Raw data:
────────────────────────────────────────

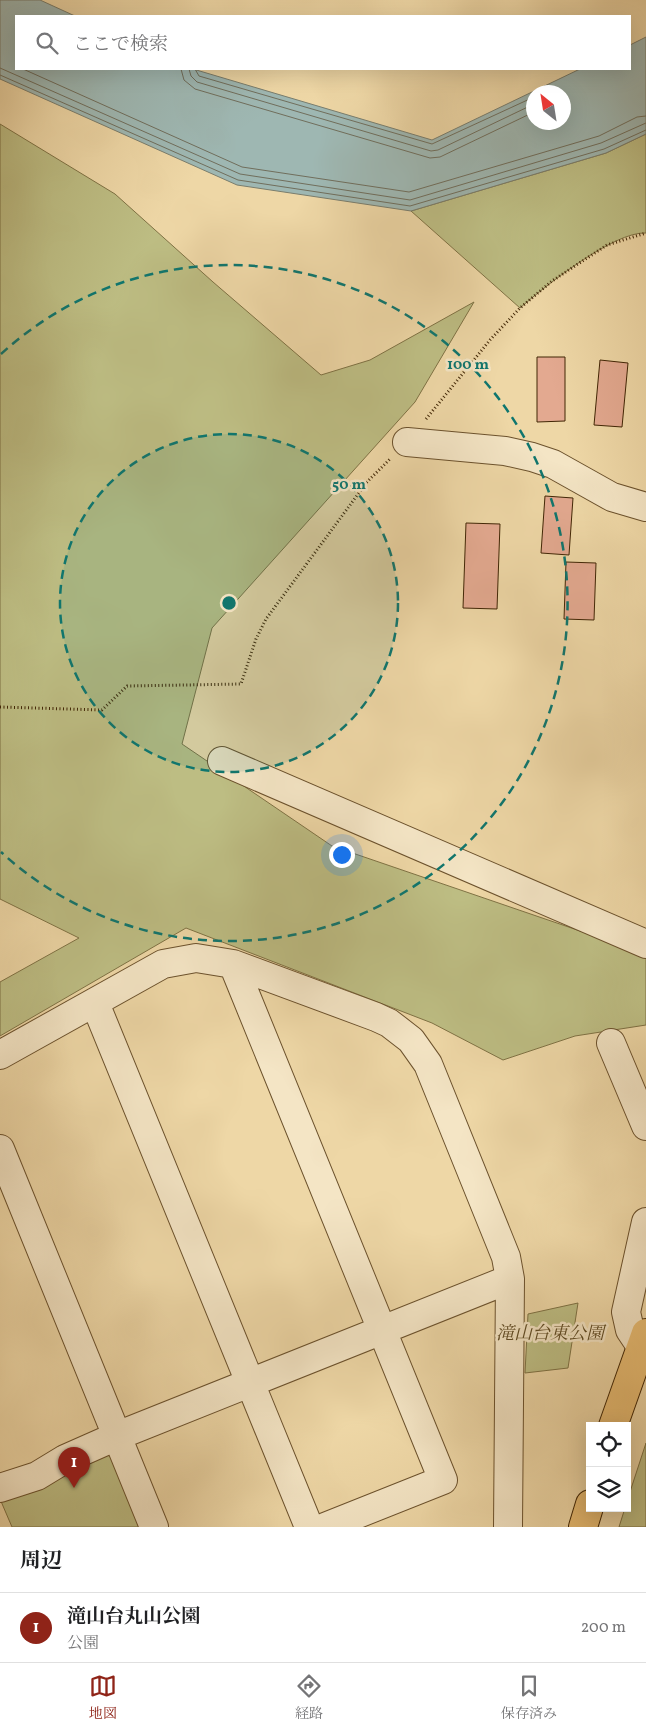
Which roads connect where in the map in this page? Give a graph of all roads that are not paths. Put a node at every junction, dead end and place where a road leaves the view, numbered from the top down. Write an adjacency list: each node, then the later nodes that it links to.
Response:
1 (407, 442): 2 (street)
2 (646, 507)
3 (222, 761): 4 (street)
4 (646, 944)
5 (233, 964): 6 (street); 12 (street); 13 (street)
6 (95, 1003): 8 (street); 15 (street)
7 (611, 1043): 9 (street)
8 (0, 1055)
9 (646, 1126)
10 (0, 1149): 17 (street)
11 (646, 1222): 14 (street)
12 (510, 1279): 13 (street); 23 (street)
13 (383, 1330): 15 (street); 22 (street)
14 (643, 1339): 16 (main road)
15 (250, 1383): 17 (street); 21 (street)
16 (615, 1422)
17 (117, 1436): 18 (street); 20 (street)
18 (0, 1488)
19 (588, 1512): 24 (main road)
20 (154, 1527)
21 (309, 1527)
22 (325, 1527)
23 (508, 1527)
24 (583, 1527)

────────────────────────────────────────

What you have to do:
The entries are to be transcribed in full. Their pictures are not.

The answer:
Which roads connect where in the map in this page? Give a graph of all roads that are not paths. Put a node at every junction, dead end and place where a road leaves the view, numbered from the top down. Write an adjacency list: each node, then the later nodes that it links to.
Response:
1 (407, 442): 2 (street)
2 (646, 507)
3 (222, 761): 4 (street)
4 (646, 944)
5 (233, 964): 6 (street); 12 (street); 13 (street)
6 (95, 1003): 8 (street); 15 (street)
7 (611, 1043): 9 (street)
8 (0, 1055)
9 (646, 1126)
10 (0, 1149): 17 (street)
11 (646, 1222): 14 (street)
12 (510, 1279): 13 (street); 23 (street)
13 (383, 1330): 15 (street); 22 (street)
14 (643, 1339): 16 (main road)
15 (250, 1383): 17 (street); 21 (street)
16 (615, 1422)
17 (117, 1436): 18 (street); 20 (street)
18 (0, 1488)
19 (588, 1512): 24 (main road)
20 (154, 1527)
21 (309, 1527)
22 (325, 1527)
23 (508, 1527)
24 (583, 1527)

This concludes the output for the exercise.